Dados divulgados nesta quinta-feira (8) pelo DIEESE (Departamento Intersindical de Estatística e Estudos Socioeconômicos), em parceria com a Conab (Companhia Nacional de Abastecimento), apontam que o valor da cesta básica aumentou em 17 das 27 capitais brasileiras pesquisadas em dezembro de 2025.
De acordo com a Pesquisa Nacional da Cesta Básica de Alimentos, as cestas mais caras do país foram registradas em São Paulo, onde o conjunto de alimentos básicos chegou a R$ 845,95, seguida por Florianópolis (R$ 801,29) e Rio de Janeiro (R$ 792,06). Já os menores valores foram observados em Aracaju (R$ 539,49), Maceió (R$ 589,69) e Porto Velho (R$ 592,01).
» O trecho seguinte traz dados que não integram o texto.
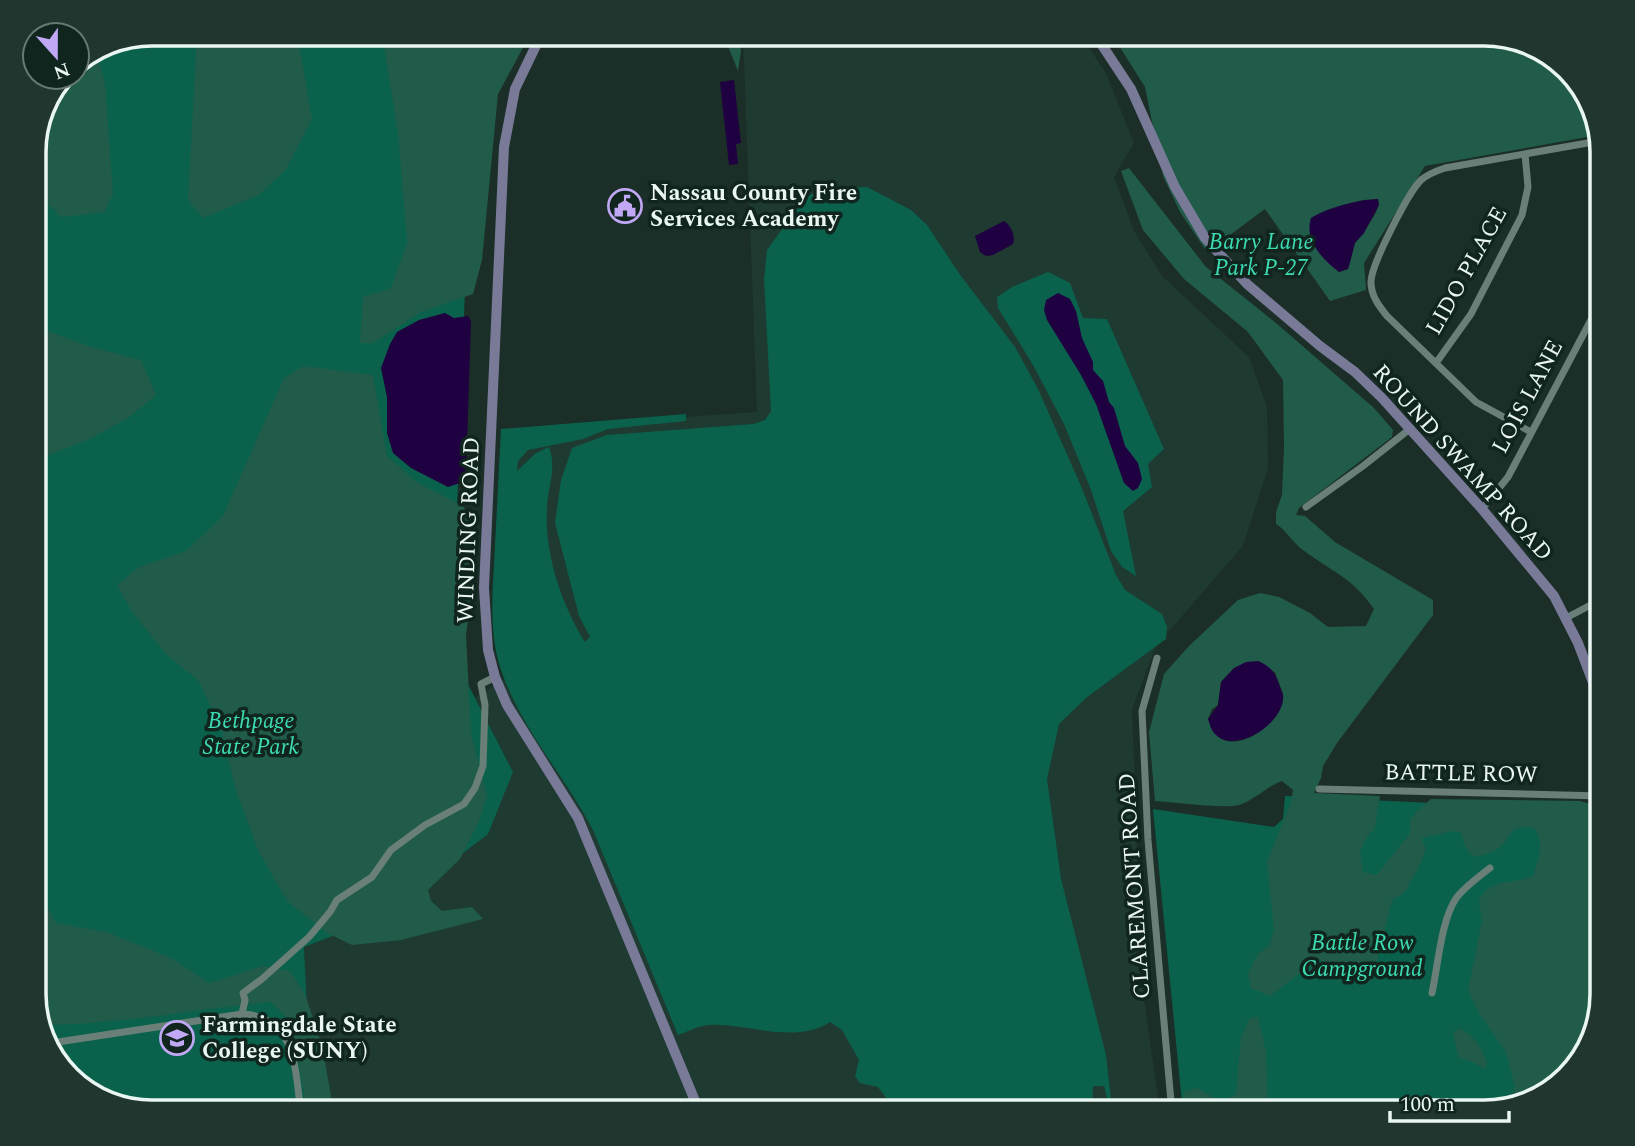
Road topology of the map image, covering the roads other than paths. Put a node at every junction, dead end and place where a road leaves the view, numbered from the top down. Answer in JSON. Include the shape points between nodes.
{"nodes":[{"id":1,"x":536,"y":46,"type":"edge"},
{"id":2,"x":1103,"y":46,"type":"edge"},
{"id":3,"x":1589,"y":143,"type":"edge"},
{"id":4,"x":1525,"y":154,"type":"junction"},
{"id":5,"x":1590,"y":321,"type":"edge"},
{"id":6,"x":1436,"y":363,"type":"junction"},
{"id":7,"x":1411,"y":428,"type":"junction"},
{"id":8,"x":1531,"y":432,"type":"junction"},
{"id":9,"x":1306,"y":507,"type":"dead end"},
{"id":10,"x":1482,"y":509,"type":"junction"},
{"id":11,"x":1590,"y":605,"type":"edge"},
{"id":12,"x":1566,"y":618,"type":"junction"},
{"id":13,"x":1157,"y":658,"type":"dead end"},
{"id":14,"x":1590,"y":674,"type":"edge"},
{"id":15,"x":495,"y":677,"type":"junction"},
{"id":16,"x":1319,"y":789,"type":"dead end"},
{"id":17,"x":1590,"y":796,"type":"edge"},
{"id":18,"x":1490,"y":868,"type":"dead end"},
{"id":19,"x":1432,"y":993,"type":"dead end"},
{"id":20,"x":242,"y":1014,"type":"junction"},
{"id":21,"x":57,"y":1042,"type":"edge"},
{"id":22,"x":299,"y":1100,"type":"edge"},
{"id":23,"x":694,"y":1100,"type":"edge"},
{"id":24,"x":1171,"y":1100,"type":"edge"}],
"edges":[{"from":1,"to":15,"type":"street","name":"WINDING ROAD","via":[[515,89],[504,147],[484,588],[486,638]]},
{"from":2,"to":7,"type":"street","name":"ROUND SWAMP ROAD","via":[[1131,89],[1175,187],[1205,238],[1247,284],[1355,372]]},
{"from":3,"to":4,"type":"street"},
{"from":4,"to":6,"type":"street","name":"LIDO PLACE","via":[[1528,187],[1522,215],[1471,314]]},
{"from":4,"to":6,"type":"street","via":[[1431,173],[1416,186],[1374,264],[1371,282],[1377,304]]},
{"from":5,"to":8,"type":"street","name":"LOIS LANE"},
{"from":6,"to":8,"type":"street","via":[[1476,402]]},
{"from":7,"to":9,"type":"street"},
{"from":7,"to":10,"type":"street","name":"ROUND SWAMP ROAD"},
{"from":8,"to":10,"type":"street","name":"LOIS LANE","via":[[1508,478]]},
{"from":10,"to":12,"type":"street","name":"ROUND SWAMP ROAD","via":[[1554,596]]},
{"from":11,"to":12,"type":"street"},
{"from":12,"to":14,"type":"street","name":"ROUND SWAMP ROAD"},
{"from":13,"to":24,"type":"street","name":"CLAREMONT ROAD","via":[[1142,711],[1148,840]]},
{"from":15,"to":20,"type":"street","via":[[481,684],[483,766],[464,804],[404,840],[372,877],[337,900],[309,936],[243,993]]},
{"from":15,"to":23,"type":"street","name":"WINDING ROAD","via":[[507,705],[578,818]]},
{"from":16,"to":17,"type":"street","name":"BATTLE ROW"},
{"from":18,"to":19,"type":"street","via":[[1470,883],[1448,914]]},
{"from":20,"to":21,"type":"street"},
{"from":20,"to":22,"type":"street","via":[[266,1018],[285,1037]]}]}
Com base no custo da cesta básica mais elevada, o DIEESE estima mensalmente o chamado salário mínimo necessário — valor que deveria ser suficiente para garantir o sustento de uma família composta por dois adultos e duas crianças, considerando despesas com alimentação, moradia, saúde, educação, vestuário, higiene, transporte, lazer e previdência.
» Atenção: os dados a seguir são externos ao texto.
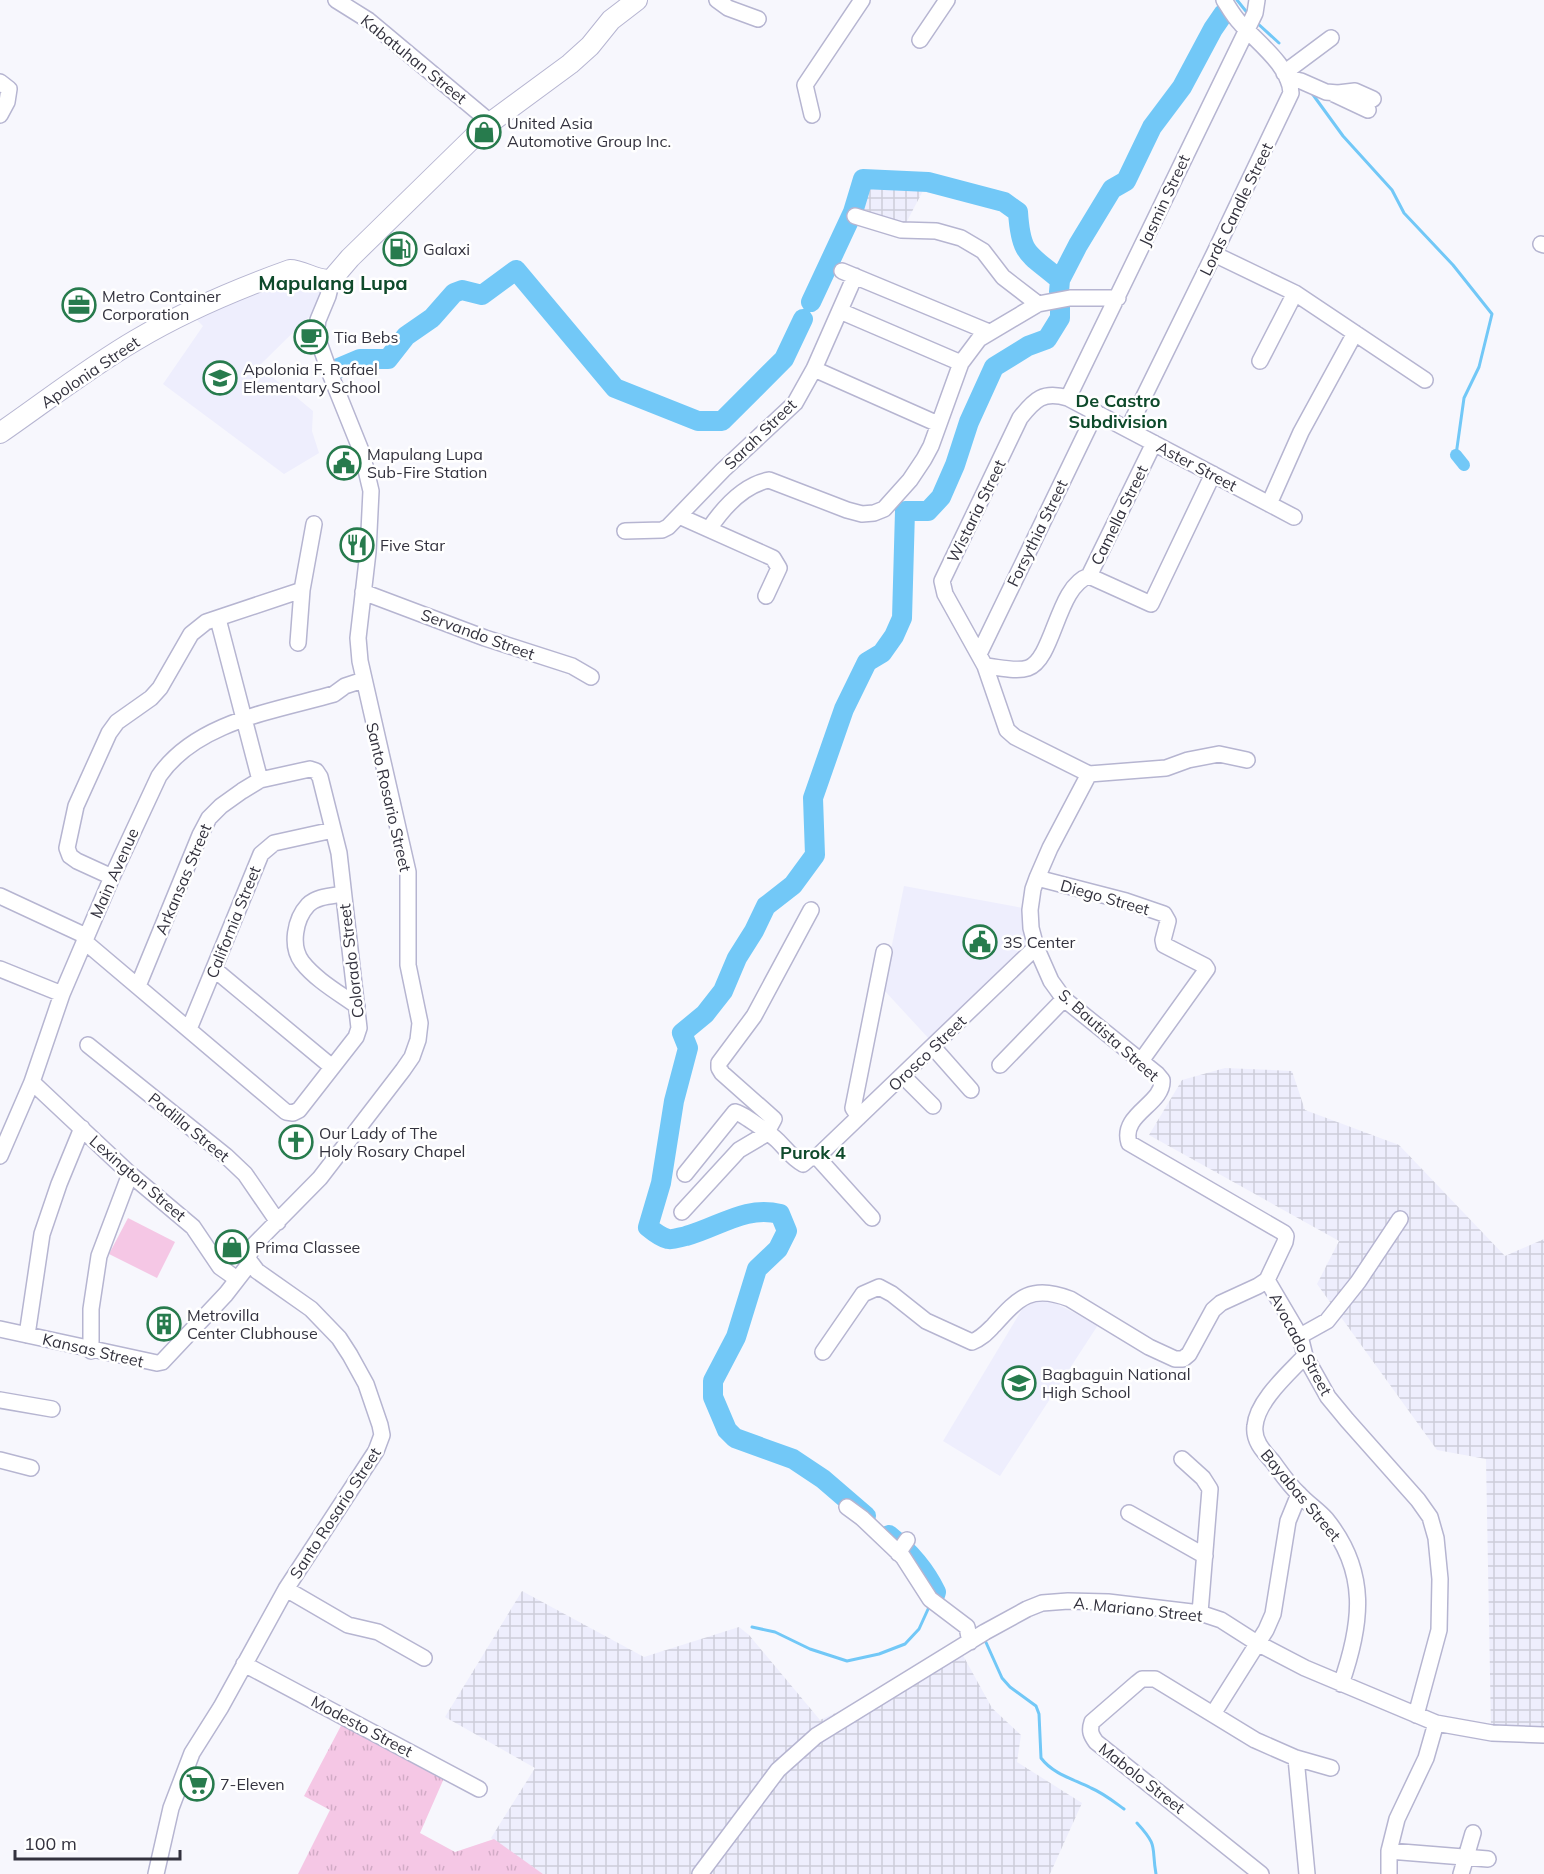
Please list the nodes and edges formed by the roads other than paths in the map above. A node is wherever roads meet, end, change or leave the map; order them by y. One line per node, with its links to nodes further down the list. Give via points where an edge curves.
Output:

Em dezembro de 2025, esse valor foi estimado em R$ 7.106,83, o que corresponde a 4,68 vezes o salário mínimo vigente, fixado em R$ 1.518,00. O dado evidencia a distância entre o rendimento mínimo oficial e o custo real de vida enfrentado pelas trabalhadoras e trabalhadores brasileiros.
A Pesquisa Nacional da Cesta Básica de Alimentos é realizada mensalmente pelo DIEESE em parceria com a Conab e é uma das principais referências para a análise das condições de vida, do poder de compra dos salários e da inflação dos alimentos no país.
Os dados reforçam a importância do debate sobre política de valorização do salário mínimo e a necessidade de medidas que enfrentem o alto custo de vida, especialmente o preço dos alimentos, que impacta diretamente o orçamento das famílias trabalhadoras.
Para o Sindicato dos Bancários de Santa Maria e Região, os números divulgados pelo DIEESE e pela Conab evidenciam que a renda da classe trabalhadora segue insuficiente para garantir condições dignas de vida, conforme prevê a Constituição. Diante desse cenário, o Sindicato reafirma seu compromisso com a defesa do emprego, da renda e de políticas públicas que assegurem o poder de compra dos salários e o direito à alimentação, à moradia e à dignidade.